◆ **Exercise prompt**:
Copy every record exactly, with nothing left out.
######
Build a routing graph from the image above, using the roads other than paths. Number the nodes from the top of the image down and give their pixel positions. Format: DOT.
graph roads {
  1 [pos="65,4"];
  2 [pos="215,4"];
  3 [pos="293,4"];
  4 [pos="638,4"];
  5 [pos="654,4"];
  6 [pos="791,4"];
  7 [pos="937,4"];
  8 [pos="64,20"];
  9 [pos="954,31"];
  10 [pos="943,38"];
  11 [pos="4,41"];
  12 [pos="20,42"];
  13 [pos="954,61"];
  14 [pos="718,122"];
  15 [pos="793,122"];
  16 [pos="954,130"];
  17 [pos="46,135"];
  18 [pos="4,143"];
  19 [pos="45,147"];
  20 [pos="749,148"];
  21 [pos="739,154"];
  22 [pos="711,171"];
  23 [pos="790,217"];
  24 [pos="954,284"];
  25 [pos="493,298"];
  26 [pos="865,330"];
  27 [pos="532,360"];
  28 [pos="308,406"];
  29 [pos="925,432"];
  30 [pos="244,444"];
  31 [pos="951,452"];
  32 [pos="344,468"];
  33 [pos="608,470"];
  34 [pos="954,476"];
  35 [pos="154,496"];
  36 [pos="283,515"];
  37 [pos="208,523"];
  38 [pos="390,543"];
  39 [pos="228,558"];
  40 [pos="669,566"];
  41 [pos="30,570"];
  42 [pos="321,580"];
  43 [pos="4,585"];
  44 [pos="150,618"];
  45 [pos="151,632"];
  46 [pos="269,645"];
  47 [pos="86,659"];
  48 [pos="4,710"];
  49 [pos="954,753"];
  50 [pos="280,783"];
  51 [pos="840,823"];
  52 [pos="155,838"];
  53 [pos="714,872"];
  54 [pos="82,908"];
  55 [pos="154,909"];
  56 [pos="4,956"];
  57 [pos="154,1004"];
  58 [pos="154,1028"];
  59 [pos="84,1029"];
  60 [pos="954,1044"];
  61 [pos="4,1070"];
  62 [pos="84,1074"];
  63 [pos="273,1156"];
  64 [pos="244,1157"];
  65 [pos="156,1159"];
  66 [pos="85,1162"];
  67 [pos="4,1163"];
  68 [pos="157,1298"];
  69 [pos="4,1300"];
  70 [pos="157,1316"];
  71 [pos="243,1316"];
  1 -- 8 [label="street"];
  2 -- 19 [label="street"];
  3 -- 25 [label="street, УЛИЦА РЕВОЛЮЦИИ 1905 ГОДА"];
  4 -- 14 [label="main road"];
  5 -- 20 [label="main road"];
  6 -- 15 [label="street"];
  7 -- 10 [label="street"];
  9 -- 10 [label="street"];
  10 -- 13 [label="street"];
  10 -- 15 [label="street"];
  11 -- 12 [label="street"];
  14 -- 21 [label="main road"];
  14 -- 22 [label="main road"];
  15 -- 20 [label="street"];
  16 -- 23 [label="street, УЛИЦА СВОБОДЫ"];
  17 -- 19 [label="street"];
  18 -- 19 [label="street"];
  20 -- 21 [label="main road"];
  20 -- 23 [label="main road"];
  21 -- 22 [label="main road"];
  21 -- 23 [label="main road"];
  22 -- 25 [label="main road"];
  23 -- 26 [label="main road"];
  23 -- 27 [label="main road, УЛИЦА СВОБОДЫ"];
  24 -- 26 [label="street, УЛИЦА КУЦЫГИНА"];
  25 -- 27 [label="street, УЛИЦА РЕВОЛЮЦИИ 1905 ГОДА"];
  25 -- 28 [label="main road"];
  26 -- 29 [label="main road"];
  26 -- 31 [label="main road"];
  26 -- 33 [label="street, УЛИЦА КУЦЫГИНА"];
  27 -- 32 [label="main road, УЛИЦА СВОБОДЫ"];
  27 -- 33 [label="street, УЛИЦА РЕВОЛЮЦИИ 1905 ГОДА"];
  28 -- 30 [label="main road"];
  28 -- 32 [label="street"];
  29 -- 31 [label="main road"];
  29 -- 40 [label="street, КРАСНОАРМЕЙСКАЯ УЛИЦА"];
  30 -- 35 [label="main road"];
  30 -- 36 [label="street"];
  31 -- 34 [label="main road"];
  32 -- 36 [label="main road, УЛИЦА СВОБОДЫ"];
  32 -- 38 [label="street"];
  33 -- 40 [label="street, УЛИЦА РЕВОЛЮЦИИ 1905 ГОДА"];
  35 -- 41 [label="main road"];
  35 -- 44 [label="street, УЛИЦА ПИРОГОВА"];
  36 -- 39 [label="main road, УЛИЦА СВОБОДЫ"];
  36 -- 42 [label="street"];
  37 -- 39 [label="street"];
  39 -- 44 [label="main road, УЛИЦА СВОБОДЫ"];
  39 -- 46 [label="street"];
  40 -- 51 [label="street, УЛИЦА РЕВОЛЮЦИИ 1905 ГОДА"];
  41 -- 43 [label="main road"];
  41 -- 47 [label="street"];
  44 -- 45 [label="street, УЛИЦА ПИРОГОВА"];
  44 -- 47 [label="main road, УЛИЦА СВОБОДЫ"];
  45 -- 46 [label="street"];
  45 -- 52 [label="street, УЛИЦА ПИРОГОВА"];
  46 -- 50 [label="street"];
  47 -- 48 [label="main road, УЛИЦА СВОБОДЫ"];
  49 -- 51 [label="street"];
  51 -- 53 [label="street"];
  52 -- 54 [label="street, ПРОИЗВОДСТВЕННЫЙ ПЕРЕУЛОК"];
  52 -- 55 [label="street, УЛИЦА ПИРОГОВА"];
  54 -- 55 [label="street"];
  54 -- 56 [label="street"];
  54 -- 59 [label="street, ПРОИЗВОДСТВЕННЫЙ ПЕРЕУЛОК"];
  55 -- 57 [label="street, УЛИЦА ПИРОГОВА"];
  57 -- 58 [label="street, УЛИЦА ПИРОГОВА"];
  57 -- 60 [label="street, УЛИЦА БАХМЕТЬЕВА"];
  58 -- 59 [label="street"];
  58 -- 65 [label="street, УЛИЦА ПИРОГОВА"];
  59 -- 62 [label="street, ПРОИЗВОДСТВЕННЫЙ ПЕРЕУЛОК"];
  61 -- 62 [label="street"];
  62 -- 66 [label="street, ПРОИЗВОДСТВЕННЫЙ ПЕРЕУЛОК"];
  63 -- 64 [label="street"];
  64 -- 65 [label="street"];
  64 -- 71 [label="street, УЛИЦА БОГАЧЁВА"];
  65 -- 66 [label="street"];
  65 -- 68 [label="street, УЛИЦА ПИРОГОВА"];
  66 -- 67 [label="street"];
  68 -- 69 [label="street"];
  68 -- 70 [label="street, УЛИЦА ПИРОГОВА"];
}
######
◆ **Solution for this problem**:
Build a routing graph from the image above, using the roads other than paths. Number the nodes from the top of the image down and give their pixel positions. Format: DOT.
graph roads {
  1 [pos="65,4"];
  2 [pos="215,4"];
  3 [pos="293,4"];
  4 [pos="638,4"];
  5 [pos="654,4"];
  6 [pos="791,4"];
  7 [pos="937,4"];
  8 [pos="64,20"];
  9 [pos="954,31"];
  10 [pos="943,38"];
  11 [pos="4,41"];
  12 [pos="20,42"];
  13 [pos="954,61"];
  14 [pos="718,122"];
  15 [pos="793,122"];
  16 [pos="954,130"];
  17 [pos="46,135"];
  18 [pos="4,143"];
  19 [pos="45,147"];
  20 [pos="749,148"];
  21 [pos="739,154"];
  22 [pos="711,171"];
  23 [pos="790,217"];
  24 [pos="954,284"];
  25 [pos="493,298"];
  26 [pos="865,330"];
  27 [pos="532,360"];
  28 [pos="308,406"];
  29 [pos="925,432"];
  30 [pos="244,444"];
  31 [pos="951,452"];
  32 [pos="344,468"];
  33 [pos="608,470"];
  34 [pos="954,476"];
  35 [pos="154,496"];
  36 [pos="283,515"];
  37 [pos="208,523"];
  38 [pos="390,543"];
  39 [pos="228,558"];
  40 [pos="669,566"];
  41 [pos="30,570"];
  42 [pos="321,580"];
  43 [pos="4,585"];
  44 [pos="150,618"];
  45 [pos="151,632"];
  46 [pos="269,645"];
  47 [pos="86,659"];
  48 [pos="4,710"];
  49 [pos="954,753"];
  50 [pos="280,783"];
  51 [pos="840,823"];
  52 [pos="155,838"];
  53 [pos="714,872"];
  54 [pos="82,908"];
  55 [pos="154,909"];
  56 [pos="4,956"];
  57 [pos="154,1004"];
  58 [pos="154,1028"];
  59 [pos="84,1029"];
  60 [pos="954,1044"];
  61 [pos="4,1070"];
  62 [pos="84,1074"];
  63 [pos="273,1156"];
  64 [pos="244,1157"];
  65 [pos="156,1159"];
  66 [pos="85,1162"];
  67 [pos="4,1163"];
  68 [pos="157,1298"];
  69 [pos="4,1300"];
  70 [pos="157,1316"];
  71 [pos="243,1316"];
  1 -- 8 [label="street"];
  2 -- 19 [label="street"];
  3 -- 25 [label="street, УЛИЦА РЕВОЛЮЦИИ 1905 ГОДА"];
  4 -- 14 [label="main road"];
  5 -- 20 [label="main road"];
  6 -- 15 [label="street"];
  7 -- 10 [label="street"];
  9 -- 10 [label="street"];
  10 -- 13 [label="street"];
  10 -- 15 [label="street"];
  11 -- 12 [label="street"];
  14 -- 21 [label="main road"];
  14 -- 22 [label="main road"];
  15 -- 20 [label="street"];
  16 -- 23 [label="street, УЛИЦА СВОБОДЫ"];
  17 -- 19 [label="street"];
  18 -- 19 [label="street"];
  20 -- 21 [label="main road"];
  20 -- 23 [label="main road"];
  21 -- 22 [label="main road"];
  21 -- 23 [label="main road"];
  22 -- 25 [label="main road"];
  23 -- 26 [label="main road"];
  23 -- 27 [label="main road, УЛИЦА СВОБОДЫ"];
  24 -- 26 [label="street, УЛИЦА КУЦЫГИНА"];
  25 -- 27 [label="street, УЛИЦА РЕВОЛЮЦИИ 1905 ГОДА"];
  25 -- 28 [label="main road"];
  26 -- 29 [label="main road"];
  26 -- 31 [label="main road"];
  26 -- 33 [label="street, УЛИЦА КУЦЫГИНА"];
  27 -- 32 [label="main road, УЛИЦА СВОБОДЫ"];
  27 -- 33 [label="street, УЛИЦА РЕВОЛЮЦИИ 1905 ГОДА"];
  28 -- 30 [label="main road"];
  28 -- 32 [label="street"];
  29 -- 31 [label="main road"];
  29 -- 40 [label="street, КРАСНОАРМЕЙСКАЯ УЛИЦА"];
  30 -- 35 [label="main road"];
  30 -- 36 [label="street"];
  31 -- 34 [label="main road"];
  32 -- 36 [label="main road, УЛИЦА СВОБОДЫ"];
  32 -- 38 [label="street"];
  33 -- 40 [label="street, УЛИЦА РЕВОЛЮЦИИ 1905 ГОДА"];
  35 -- 41 [label="main road"];
  35 -- 44 [label="street, УЛИЦА ПИРОГОВА"];
  36 -- 39 [label="main road, УЛИЦА СВОБОДЫ"];
  36 -- 42 [label="street"];
  37 -- 39 [label="street"];
  39 -- 44 [label="main road, УЛИЦА СВОБОДЫ"];
  39 -- 46 [label="street"];
  40 -- 51 [label="street, УЛИЦА РЕВОЛЮЦИИ 1905 ГОДА"];
  41 -- 43 [label="main road"];
  41 -- 47 [label="street"];
  44 -- 45 [label="street, УЛИЦА ПИРОГОВА"];
  44 -- 47 [label="main road, УЛИЦА СВОБОДЫ"];
  45 -- 46 [label="street"];
  45 -- 52 [label="street, УЛИЦА ПИРОГОВА"];
  46 -- 50 [label="street"];
  47 -- 48 [label="main road, УЛИЦА СВОБОДЫ"];
  49 -- 51 [label="street"];
  51 -- 53 [label="street"];
  52 -- 54 [label="street, ПРОИЗВОДСТВЕННЫЙ ПЕРЕУЛОК"];
  52 -- 55 [label="street, УЛИЦА ПИРОГОВА"];
  54 -- 55 [label="street"];
  54 -- 56 [label="street"];
  54 -- 59 [label="street, ПРОИЗВОДСТВЕННЫЙ ПЕРЕУЛОК"];
  55 -- 57 [label="street, УЛИЦА ПИРОГОВА"];
  57 -- 58 [label="street, УЛИЦА ПИРОГОВА"];
  57 -- 60 [label="street, УЛИЦА БАХМЕТЬЕВА"];
  58 -- 59 [label="street"];
  58 -- 65 [label="street, УЛИЦА ПИРОГОВА"];
  59 -- 62 [label="street, ПРОИЗВОДСТВЕННЫЙ ПЕРЕУЛОК"];
  61 -- 62 [label="street"];
  62 -- 66 [label="street, ПРОИЗВОДСТВЕННЫЙ ПЕРЕУЛОК"];
  63 -- 64 [label="street"];
  64 -- 65 [label="street"];
  64 -- 71 [label="street, УЛИЦА БОГАЧЁВА"];
  65 -- 66 [label="street"];
  65 -- 68 [label="street, УЛИЦА ПИРОГОВА"];
  66 -- 67 [label="street"];
  68 -- 69 [label="street"];
  68 -- 70 [label="street, УЛИЦА ПИРОГОВА"];
}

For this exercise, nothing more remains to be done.